Task details — This task calls for copying each line below that contains "roads".

===== Dataset content =====

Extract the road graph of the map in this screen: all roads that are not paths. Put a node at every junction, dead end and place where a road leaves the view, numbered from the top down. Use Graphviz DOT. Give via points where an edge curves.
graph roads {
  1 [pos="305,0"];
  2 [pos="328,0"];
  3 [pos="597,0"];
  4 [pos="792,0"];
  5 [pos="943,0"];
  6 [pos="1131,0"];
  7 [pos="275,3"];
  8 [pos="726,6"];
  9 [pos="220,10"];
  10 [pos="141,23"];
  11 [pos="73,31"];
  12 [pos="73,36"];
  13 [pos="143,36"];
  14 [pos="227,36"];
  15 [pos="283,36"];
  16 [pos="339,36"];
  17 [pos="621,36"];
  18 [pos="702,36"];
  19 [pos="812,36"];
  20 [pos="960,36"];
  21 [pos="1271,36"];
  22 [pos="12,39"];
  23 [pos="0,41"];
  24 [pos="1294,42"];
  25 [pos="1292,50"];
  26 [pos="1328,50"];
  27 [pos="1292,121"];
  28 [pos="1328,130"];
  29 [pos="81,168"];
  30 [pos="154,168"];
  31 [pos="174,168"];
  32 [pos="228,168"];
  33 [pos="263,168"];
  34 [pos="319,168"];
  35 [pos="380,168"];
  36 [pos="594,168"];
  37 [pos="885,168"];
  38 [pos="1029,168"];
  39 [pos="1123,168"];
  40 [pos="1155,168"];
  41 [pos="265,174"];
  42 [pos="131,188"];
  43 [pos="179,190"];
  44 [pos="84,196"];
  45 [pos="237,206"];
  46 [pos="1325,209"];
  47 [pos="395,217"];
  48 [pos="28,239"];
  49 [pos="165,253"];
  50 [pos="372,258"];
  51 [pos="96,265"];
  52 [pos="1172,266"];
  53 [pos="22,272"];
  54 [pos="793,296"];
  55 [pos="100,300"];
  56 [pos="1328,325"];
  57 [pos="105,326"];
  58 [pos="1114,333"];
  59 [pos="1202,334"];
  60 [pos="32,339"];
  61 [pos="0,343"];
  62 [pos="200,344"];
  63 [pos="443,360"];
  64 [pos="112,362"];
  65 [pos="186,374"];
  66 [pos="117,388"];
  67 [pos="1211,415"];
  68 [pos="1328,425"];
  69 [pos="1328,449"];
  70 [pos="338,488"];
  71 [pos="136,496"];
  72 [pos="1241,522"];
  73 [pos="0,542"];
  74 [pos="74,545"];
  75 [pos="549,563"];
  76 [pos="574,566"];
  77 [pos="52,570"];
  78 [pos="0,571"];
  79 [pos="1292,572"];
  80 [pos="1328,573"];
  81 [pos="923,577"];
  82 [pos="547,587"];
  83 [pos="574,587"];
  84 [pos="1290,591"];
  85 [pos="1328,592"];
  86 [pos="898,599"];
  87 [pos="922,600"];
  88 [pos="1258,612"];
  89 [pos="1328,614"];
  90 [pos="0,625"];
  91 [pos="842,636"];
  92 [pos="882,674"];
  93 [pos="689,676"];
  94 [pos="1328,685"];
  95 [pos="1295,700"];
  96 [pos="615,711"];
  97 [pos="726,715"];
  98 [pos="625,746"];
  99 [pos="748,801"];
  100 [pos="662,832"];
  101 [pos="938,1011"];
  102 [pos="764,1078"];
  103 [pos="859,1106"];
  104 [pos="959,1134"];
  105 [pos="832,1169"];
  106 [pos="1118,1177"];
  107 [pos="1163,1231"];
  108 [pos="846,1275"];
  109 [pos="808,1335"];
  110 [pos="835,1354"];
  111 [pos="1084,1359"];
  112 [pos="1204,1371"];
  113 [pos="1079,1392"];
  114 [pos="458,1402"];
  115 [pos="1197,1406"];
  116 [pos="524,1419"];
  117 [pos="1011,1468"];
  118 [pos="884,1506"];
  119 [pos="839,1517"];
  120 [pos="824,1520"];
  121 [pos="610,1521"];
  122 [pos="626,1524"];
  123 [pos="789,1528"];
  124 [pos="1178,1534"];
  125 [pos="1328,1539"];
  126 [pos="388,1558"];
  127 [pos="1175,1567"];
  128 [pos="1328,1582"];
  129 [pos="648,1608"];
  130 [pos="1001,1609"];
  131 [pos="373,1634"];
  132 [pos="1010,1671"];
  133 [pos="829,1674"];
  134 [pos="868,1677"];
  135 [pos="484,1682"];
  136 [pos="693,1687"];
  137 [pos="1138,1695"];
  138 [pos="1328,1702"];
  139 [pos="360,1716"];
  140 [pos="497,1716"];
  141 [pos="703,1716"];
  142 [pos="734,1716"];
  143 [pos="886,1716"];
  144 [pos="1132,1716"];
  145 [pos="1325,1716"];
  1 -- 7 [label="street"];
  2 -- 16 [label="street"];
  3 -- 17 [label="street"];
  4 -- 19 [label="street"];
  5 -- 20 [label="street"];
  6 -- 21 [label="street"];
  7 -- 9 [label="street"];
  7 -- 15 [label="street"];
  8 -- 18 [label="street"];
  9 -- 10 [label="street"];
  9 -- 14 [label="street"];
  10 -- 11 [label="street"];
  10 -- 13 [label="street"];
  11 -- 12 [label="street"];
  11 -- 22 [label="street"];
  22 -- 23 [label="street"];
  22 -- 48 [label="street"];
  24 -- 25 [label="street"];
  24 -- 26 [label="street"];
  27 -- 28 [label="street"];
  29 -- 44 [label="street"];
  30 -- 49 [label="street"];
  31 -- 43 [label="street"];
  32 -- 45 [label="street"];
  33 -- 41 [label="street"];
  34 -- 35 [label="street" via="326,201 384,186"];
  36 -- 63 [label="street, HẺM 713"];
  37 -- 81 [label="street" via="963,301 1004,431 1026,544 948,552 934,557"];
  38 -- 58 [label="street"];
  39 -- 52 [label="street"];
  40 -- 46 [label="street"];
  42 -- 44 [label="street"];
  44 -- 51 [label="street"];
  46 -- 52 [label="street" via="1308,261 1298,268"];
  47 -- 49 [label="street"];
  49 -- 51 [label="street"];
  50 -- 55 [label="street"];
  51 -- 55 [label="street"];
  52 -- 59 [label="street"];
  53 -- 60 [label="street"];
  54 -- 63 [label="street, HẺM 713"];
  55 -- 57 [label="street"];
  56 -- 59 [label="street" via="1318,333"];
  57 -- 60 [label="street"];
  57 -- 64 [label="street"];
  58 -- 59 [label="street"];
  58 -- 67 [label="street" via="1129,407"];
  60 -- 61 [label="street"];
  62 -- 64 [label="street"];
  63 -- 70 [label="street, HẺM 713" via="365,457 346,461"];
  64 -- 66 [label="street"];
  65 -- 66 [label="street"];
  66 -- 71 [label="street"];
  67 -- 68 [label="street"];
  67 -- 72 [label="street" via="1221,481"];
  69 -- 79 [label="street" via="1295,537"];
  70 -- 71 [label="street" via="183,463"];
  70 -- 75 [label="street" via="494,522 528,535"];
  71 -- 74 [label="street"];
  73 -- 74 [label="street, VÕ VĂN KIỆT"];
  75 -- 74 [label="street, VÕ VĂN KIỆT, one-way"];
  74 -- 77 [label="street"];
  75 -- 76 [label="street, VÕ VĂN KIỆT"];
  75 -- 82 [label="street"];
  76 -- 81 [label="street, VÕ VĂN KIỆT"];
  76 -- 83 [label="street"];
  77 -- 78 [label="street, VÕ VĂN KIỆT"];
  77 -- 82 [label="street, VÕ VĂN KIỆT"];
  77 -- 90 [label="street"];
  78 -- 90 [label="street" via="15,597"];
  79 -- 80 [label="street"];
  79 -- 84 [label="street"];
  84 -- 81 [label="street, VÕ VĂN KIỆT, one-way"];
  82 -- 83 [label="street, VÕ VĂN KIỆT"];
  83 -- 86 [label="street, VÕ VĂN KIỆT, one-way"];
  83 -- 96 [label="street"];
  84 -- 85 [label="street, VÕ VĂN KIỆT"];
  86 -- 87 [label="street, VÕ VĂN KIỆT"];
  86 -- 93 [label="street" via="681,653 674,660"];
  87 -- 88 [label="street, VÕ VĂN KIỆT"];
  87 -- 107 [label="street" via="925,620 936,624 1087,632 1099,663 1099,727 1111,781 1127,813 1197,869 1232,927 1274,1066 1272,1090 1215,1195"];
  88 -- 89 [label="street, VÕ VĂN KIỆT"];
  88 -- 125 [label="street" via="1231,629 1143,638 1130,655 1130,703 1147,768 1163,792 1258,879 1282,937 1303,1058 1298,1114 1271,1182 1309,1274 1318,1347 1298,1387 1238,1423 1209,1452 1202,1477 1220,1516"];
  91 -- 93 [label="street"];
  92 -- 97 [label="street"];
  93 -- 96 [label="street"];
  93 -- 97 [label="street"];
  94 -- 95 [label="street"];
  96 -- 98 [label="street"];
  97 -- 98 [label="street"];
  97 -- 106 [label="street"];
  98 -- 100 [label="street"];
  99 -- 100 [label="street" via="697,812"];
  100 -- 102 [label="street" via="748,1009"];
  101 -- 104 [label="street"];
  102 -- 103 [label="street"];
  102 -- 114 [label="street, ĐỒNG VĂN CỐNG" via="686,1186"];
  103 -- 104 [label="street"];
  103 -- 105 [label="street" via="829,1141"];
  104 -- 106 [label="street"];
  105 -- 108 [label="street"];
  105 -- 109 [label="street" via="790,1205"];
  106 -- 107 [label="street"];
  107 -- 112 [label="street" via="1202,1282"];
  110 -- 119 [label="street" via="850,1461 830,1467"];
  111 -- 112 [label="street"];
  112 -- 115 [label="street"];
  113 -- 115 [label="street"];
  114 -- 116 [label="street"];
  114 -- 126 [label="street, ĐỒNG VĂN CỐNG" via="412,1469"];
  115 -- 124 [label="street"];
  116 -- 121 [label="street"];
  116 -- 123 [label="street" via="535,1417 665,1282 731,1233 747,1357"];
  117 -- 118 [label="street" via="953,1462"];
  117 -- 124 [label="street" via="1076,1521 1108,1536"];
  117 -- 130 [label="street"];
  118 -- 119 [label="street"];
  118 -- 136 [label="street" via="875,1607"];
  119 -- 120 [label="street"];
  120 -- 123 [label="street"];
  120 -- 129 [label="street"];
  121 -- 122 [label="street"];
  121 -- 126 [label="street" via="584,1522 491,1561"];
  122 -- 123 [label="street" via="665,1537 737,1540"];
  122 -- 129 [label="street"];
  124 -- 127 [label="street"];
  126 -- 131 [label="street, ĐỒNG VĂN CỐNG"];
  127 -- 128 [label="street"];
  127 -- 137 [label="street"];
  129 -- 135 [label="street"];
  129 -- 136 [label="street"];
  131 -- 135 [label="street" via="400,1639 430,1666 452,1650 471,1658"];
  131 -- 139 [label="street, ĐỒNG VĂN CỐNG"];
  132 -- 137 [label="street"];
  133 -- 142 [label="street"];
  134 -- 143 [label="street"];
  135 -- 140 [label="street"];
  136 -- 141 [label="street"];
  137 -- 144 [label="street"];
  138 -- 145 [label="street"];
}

=====

Task output —
Extract the road graph of the map in this screen: all roads that are not paths. Put a node at every junction, dead end and place where a road leaves the view, numbered from the top down. Use Graphviz DOT. Give via points where an edge curves.
graph roads {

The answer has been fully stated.